When using the freeipa_register snippet to provision a RHEL7 system, the client DOES get joined to the IPA realm, but the certmonger request seems to be failing and 'dns_lookup_kdc' gets set to false in /etc/krb5.conf which causes the client to point directly to one IPA domain controller instead of using DNS.

After provisioning, I can manually run the 'ipa-client-install' command with the same parameters and everything works fine - certmonger and dns_lookup_kdc are set correctly.

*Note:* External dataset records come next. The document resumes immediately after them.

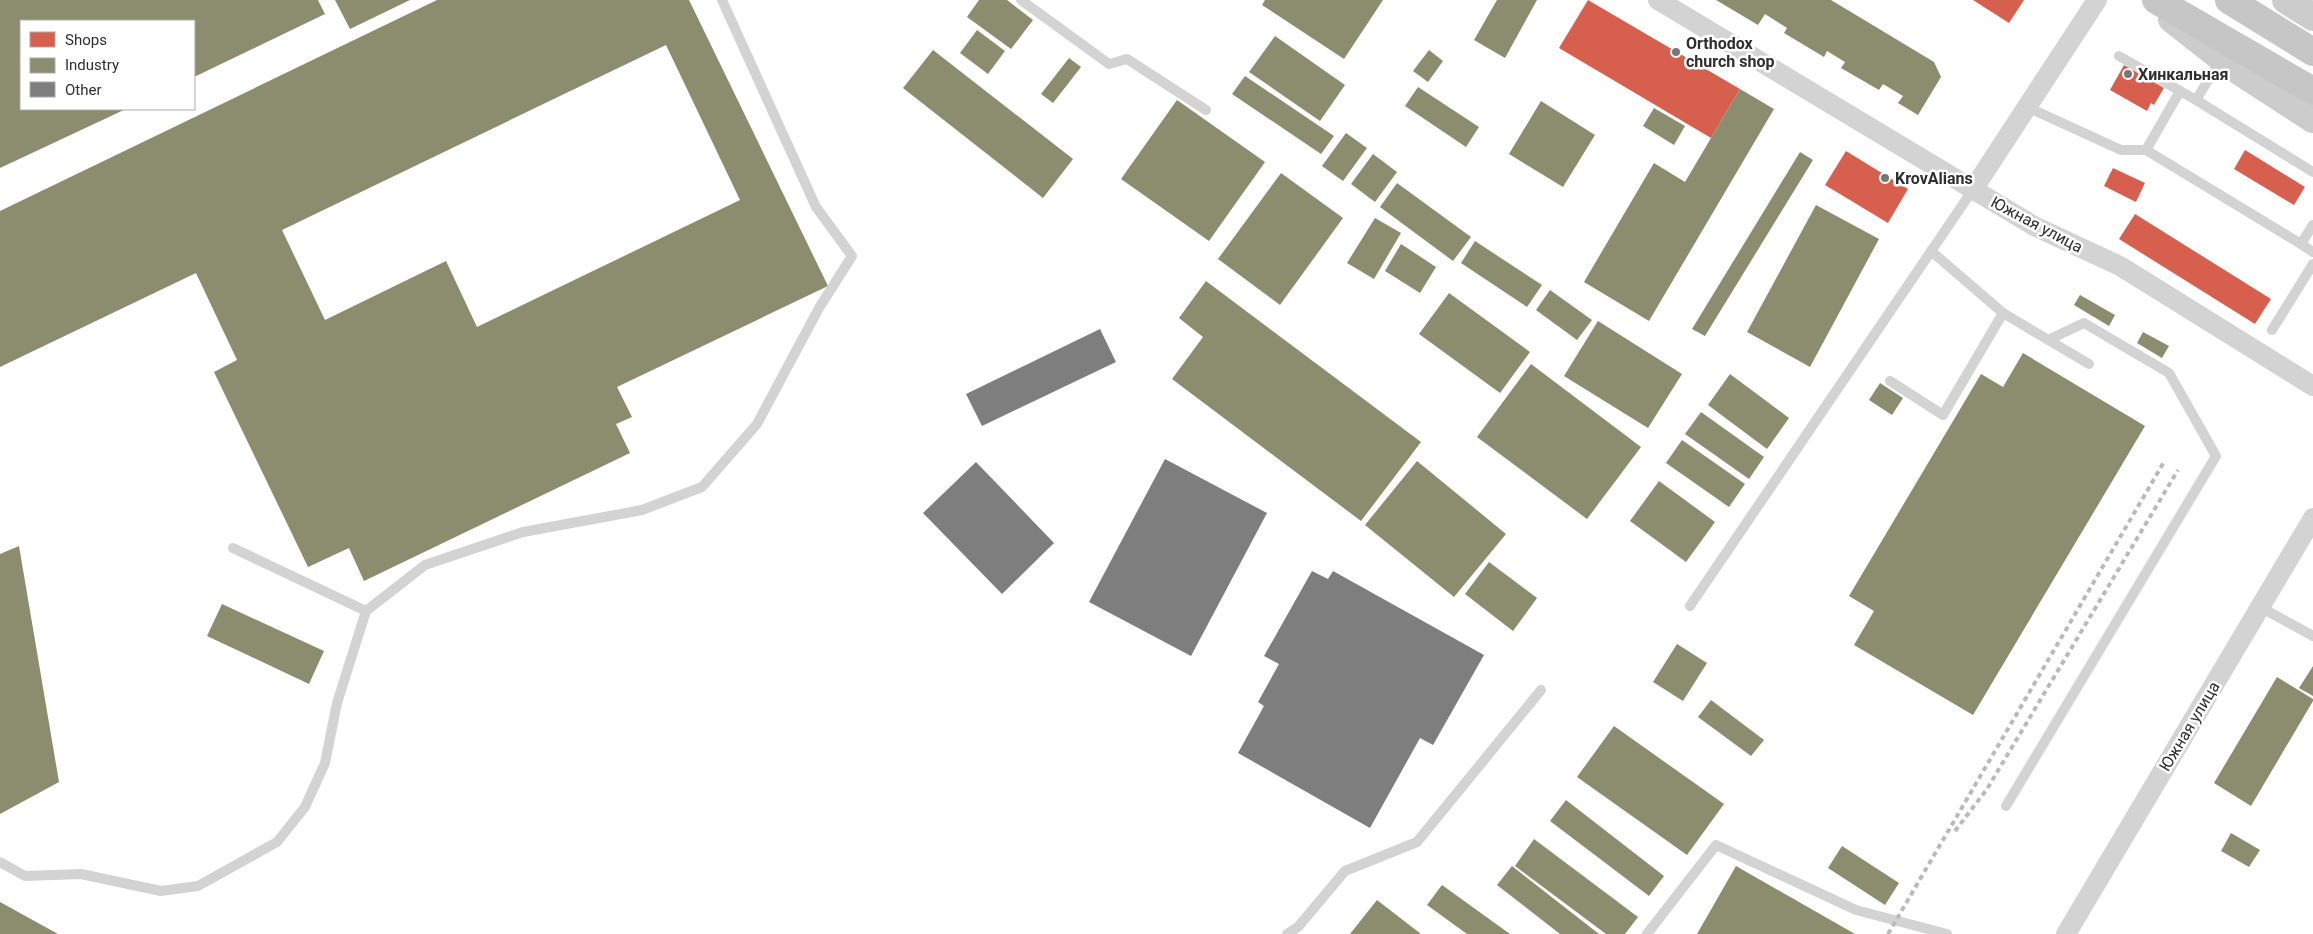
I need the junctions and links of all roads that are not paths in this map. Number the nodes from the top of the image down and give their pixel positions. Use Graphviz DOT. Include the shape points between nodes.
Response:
graph roads {
  1 [pos="722,0"];
  2 [pos="1021,0"];
  3 [pos="1658,0"];
  4 [pos="2097,0"];
  5 [pos="2148,0"];
  6 [pos="2156,0"];
  7 [pos="2229,0"];
  8 [pos="2286,0"];
  9 [pos="2313,17"];
  10 [pos="2313,52"];
  11 [pos="2119,56"];
  12 [pos="2221,58"];
  13 [pos="2180,91"];
  14 [pos="2313,91"];
  15 [pos="2196,100"];
  16 [pos="2027,107"];
  17 [pos="1206,110"];
  18 [pos="2313,119"];
  19 [pos="2146,150"];
  20 [pos="2313,172"];
  21 [pos="1974,188"];
  22 [pos="2313,225"];
  23 [pos="2301,244"];
  24 [pos="1931,251"];
  25 [pos="2313,252"];
  26 [pos="2313,264"];
  27 [pos="2003,313"];
  28 [pos="2272,330"];
  29 [pos="2048,340"];
  30 [pos="2089,364"];
  31 [pos="1890,381"];
  32 [pos="2313,386"];
  33 [pos="2313,518"];
  34 [pos="232,548"];
  35 [pos="1690,606"];
  36 [pos="2260,607"];
  37 [pos="366,611"];
  38 [pos="2313,636"];
  39 [pos="1541,690"];
  40 [pos="2006,806"];
  41 [pos="0,862"];
  42 [pos="2071,932"];
  43 [pos="1287,934"];
  44 [pos="1647,934"];
  45 [pos="1947,934"];
  1 -- 37 [label="lane" via="816,208 852,256 819,308 757,424 702,487 642,510 523,532 425,565"];
  2 -- 17 [label="lane" via="1109,64 1127,59"];
  3 -- 21 [label="street, Южная улица"];
  4 -- 16 [label="street"];
  5 -- 12 [label="main road"];
  6 -- 14 [label="main road"];
  7 -- 10 [label="main road"];
  8 -- 9 [label="main road"];
  11 -- 13 [label="lane"];
  12 -- 15 [label="lane"];
  12 -- 18 [label="main road"];
  13 -- 15 [label="lane"];
  13 -- 19 [label="lane"];
  15 -- 20 [label="lane"];
  16 -- 19 [label="lane" via="2121,150"];
  16 -- 21 [label="street"];
  19 -- 23 [label="lane"];
  21 -- 24 [label="lane"];
  21 -- 32 [label="street, Южная улица" via="2034,226 2120,266"];
  22 -- 23 [label="lane"];
  23 -- 25 [label="lane"];
  24 -- 27 [label="lane"];
  24 -- 35 [label="lane"];
  26 -- 28 [label="lane"];
  27 -- 29 [label="lane"];
  27 -- 31 [label="lane" via="1943,415"];
  29 -- 30 [label="lane"];
  29 -- 40 [label="lane" via="2084,323 2169,373 2216,456"];
  33 -- 36 [label="street, Южная улица"];
  34 -- 37 [label="lane"];
  36 -- 38 [label="lane"];
  36 -- 42 [label="street, Южная улица"];
  37 -- 41 [label="lane" via="337,703 325,763 305,807 277,842 198,886 162,891 81,874 25,876"];
  39 -- 43 [label="lane" via="1417,842 1345,872 1298,927"];
  44 -- 45 [label="lane" via="1716,845 1856,910"];
}
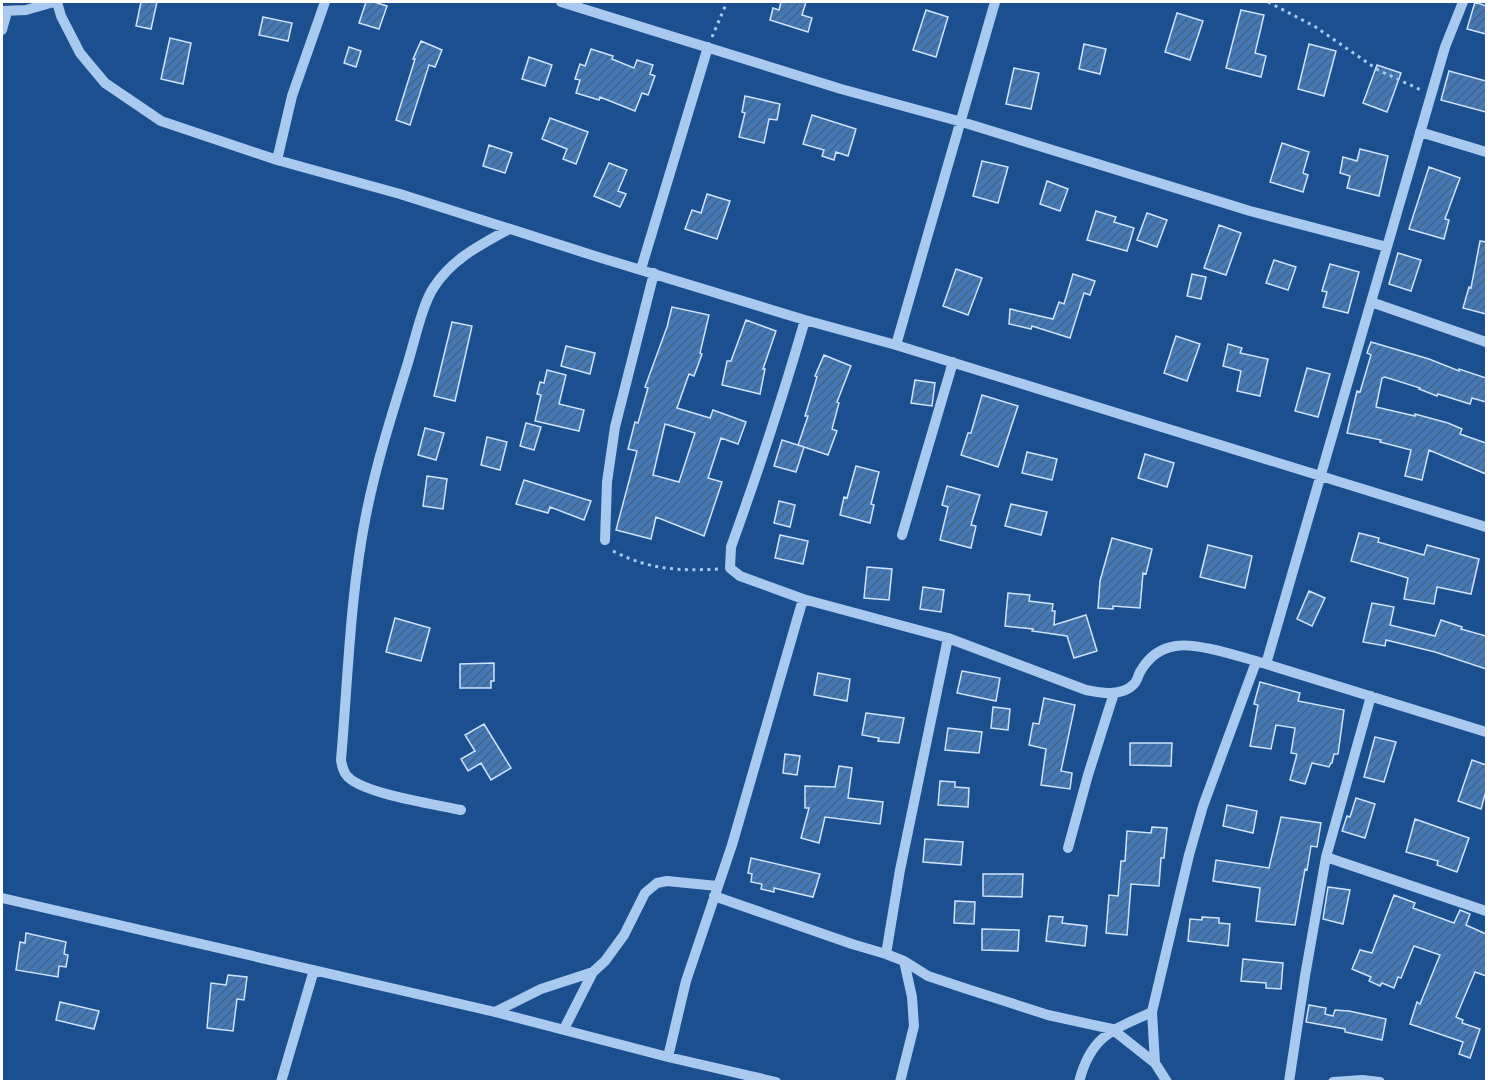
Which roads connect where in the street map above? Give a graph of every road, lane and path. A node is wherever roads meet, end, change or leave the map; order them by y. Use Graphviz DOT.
graph roads {
  1 [pos="56,2"];
  2 [pos="325,2"];
  3 [pos="561,2"];
  4 [pos="727,2"];
  5 [pos="995,2"];
  6 [pos="1268,2"];
  7 [pos="1463,2"];
  8 [pos="4,11"];
  9 [pos="2,30"];
  10 [pos="708,47"];
  11 [pos="1431,95"];
  12 [pos="962,122"];
  13 [pos="1420,132"];
  14 [pos="1486,152"];
  15 [pos="277,160"];
  16 [pos="508,230"];
  17 [pos="1387,247"];
  18 [pos="641,269"];
  19 [pos="654,273"];
  20 [pos="1371,303"];
  21 [pos="805,320"];
  22 [pos="1486,342"];
  23 [pos="896,345"];
  24 [pos="952,362"];
  25 [pos="1321,474"];
  26 [pos="1486,527"];
  27 [pos="902,535"];
  28 [pos="604,540"];
  29 [pos="730,568"];
  30 [pos="803,598"];
  31 [pos="948,638"];
  32 [pos="1261,663"];
  33 [pos="1114,693"];
  34 [pos="1371,696"];
  35 [pos="1486,732"];
  36 [pos="460,810"];
  37 [pos="1068,848"];
  38 [pos="1326,857"];
  39 [pos="716,891"];
  40 [pos="2,898"];
  41 [pos="1486,911"];
  42 [pos="886,954"];
  43 [pos="904,961"];
  44 [pos="314,970"];
  45 [pos="593,972"];
  46 [pos="495,1012"];
  47 [pos="1152,1012"];
  48 [pos="564,1029"];
  49 [pos="1112,1029"];
  50 [pos="668,1057"];
  51 [pos="1155,1063"];
  52 [pos="281,1082"];
  53 [pos="776,1082"];
  54 [pos="900,1082"];
  55 [pos="1079,1082"];
  56 [pos="1167,1082"];
  57 [pos="1289,1082"];
  58 [pos="1333,1082"];
  59 [pos="1380,1082"];
  1 -- 8 [label="street"];
  1 -- 15 [label="street"];
  2 -- 15 [label="street"];
  3 -- 10 [label="street"];
  4 -- 10 [label="path"];
  5 -- 12 [label="street"];
  6 -- 11 [label="path"];
  7 -- 11 [label="street"];
  8 -- 9 [label="street"];
  10 -- 12 [label="street"];
  10 -- 18 [label="street"];
  11 -- 13 [label="street"];
  12 -- 17 [label="street"];
  12 -- 23 [label="street"];
  13 -- 14 [label="street"];
  13 -- 17 [label="street"];
  15 -- 16 [label="street"];
  16 -- 18 [label="street"];
  16 -- 36 [label="street"];
  17 -- 20 [label="street"];
  18 -- 19 [label="street"];
  19 -- 21 [label="street"];
  19 -- 28 [label="street"];
  20 -- 22 [label="street"];
  20 -- 25 [label="street"];
  21 -- 23 [label="street"];
  21 -- 29 [label="street"];
  23 -- 24 [label="street"];
  24 -- 25 [label="street"];
  24 -- 27 [label="street"];
  25 -- 26 [label="street"];
  25 -- 32 [label="street"];
  28 -- 29 [label="path"];
  29 -- 30 [label="street"];
  30 -- 31 [label="street"];
  30 -- 39 [label="street"];
  31 -- 33 [label="street"];
  31 -- 42 [label="street"];
  32 -- 33 [label="street"];
  32 -- 34 [label="street"];
  32 -- 47 [label="street"];
  33 -- 37 [label="street"];
  34 -- 35 [label="street"];
  34 -- 38 [label="street"];
  38 -- 41 [label="street"];
  38 -- 57 [label="street"];
  39 -- 42 [label="street"];
  39 -- 45 [label="street"];
  39 -- 50 [label="street"];
  40 -- 44 [label="street"];
  42 -- 43 [label="street"];
  43 -- 49 [label="street"];
  43 -- 54 [label="street"];
  44 -- 46 [label="street"];
  44 -- 52 [label="street"];
  45 -- 46 [label="street"];
  45 -- 48 [label="street"];
  46 -- 48 [label="street"];
  47 -- 49 [label="street"];
  47 -- 51 [label="street"];
  48 -- 50 [label="street"];
  49 -- 51 [label="street"];
  49 -- 55 [label="street"];
  50 -- 53 [label="street"];
  51 -- 56 [label="street"];
  58 -- 59 [label="street"];
}
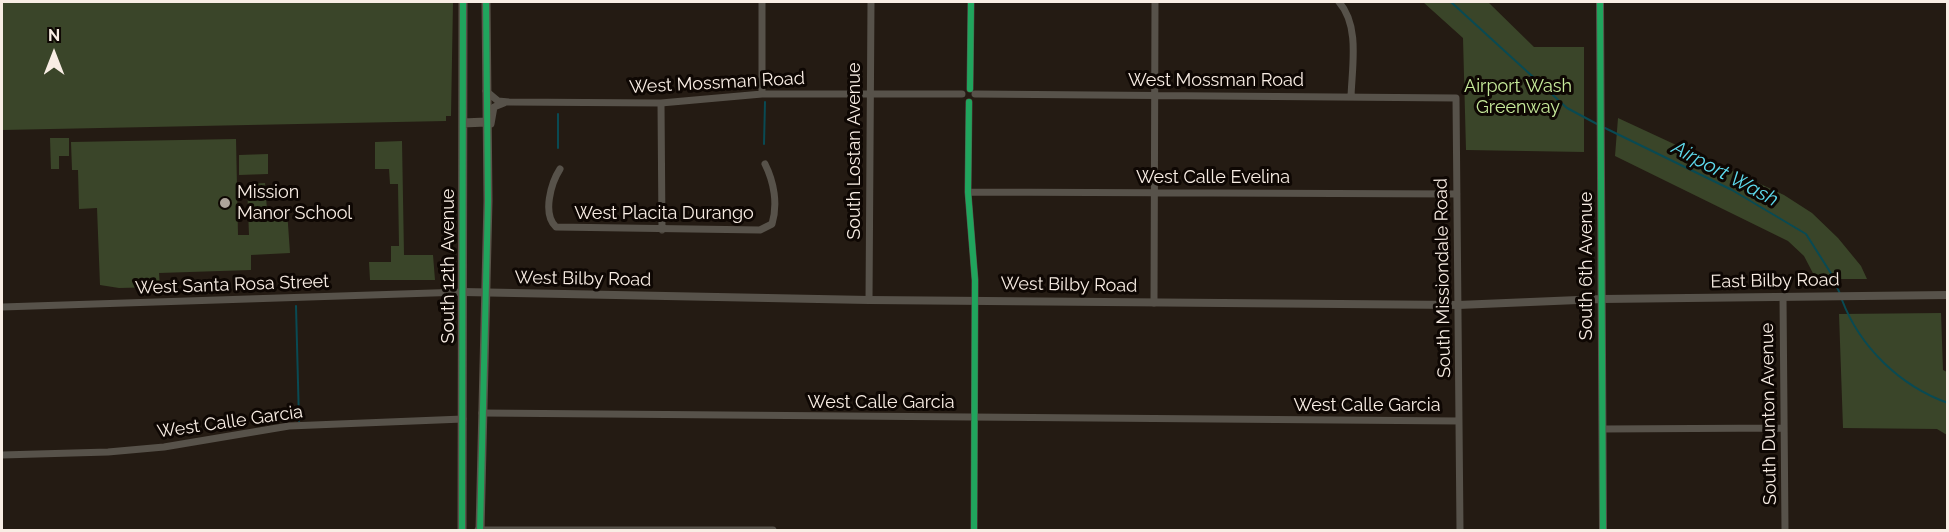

Here is the log snippet generated by ipa-client-install during the KS:

Complete!
Discovery was successful!
Hostname: rhel7b02.corp.follett.com
Realm: QA-UNIX.FOLLETT.COM
DNS Domain: qa-unix.follett.com
IPA Server: imqa-d1-dc01.qa-unix.follett.com
BaseDN: dc=qa-unix,dc=follett,dc=com
Synchronizing time with KDC...
Downloading the CA certificate via HTTP, this is INSECURE
Successfully retrieved CA cert
Subject: CN=Certificate Authority,O=QA-UNIX.FOLLETT.COM
Issuer: CN=Certificate Authority,O=QA-UNIX.FOLLETT.COM
Valid From: Tue Jul 29 19:17:32 2014 UTC
Valid Until: Sat Jul 29 19:17:32 2034 UTC

Enrolled in IPA realm QA-UNIX.FOLLETT.COM
Created /etc/ipa/default.conf
New SSSD config will be created
Configured /etc/sssd/sssd.conf
Configured /etc/krb5.conf for IPA realm QA-UNIX.FOLLETT.COM
trying https://imqa-d1-dc01.qa-unix.follett.com/ipa/xml
Forwarding 'ping' to server 'https://imqa-d1-dc01.qa-unix.follett.com/ipa/xml'
Forwarding 'env' to server 'https://imqa-d1-dc01.qa-unix.follett.com/ipa/xml'
certmonger request for host certificate failed
Forwarding 'host_mod' to server 'https://imqa-d1-dc01.qa-unix.follett.com/ipa/xml'
Could not update DNS SSHFP records.
SSSD enabled
Configured /etc/openldap/ldap.conf
Unable to find 'admin' user with 'getent passwd admin@qa-unix.follett.com'!
Recognized configuration: SSSD
Client configuration complete.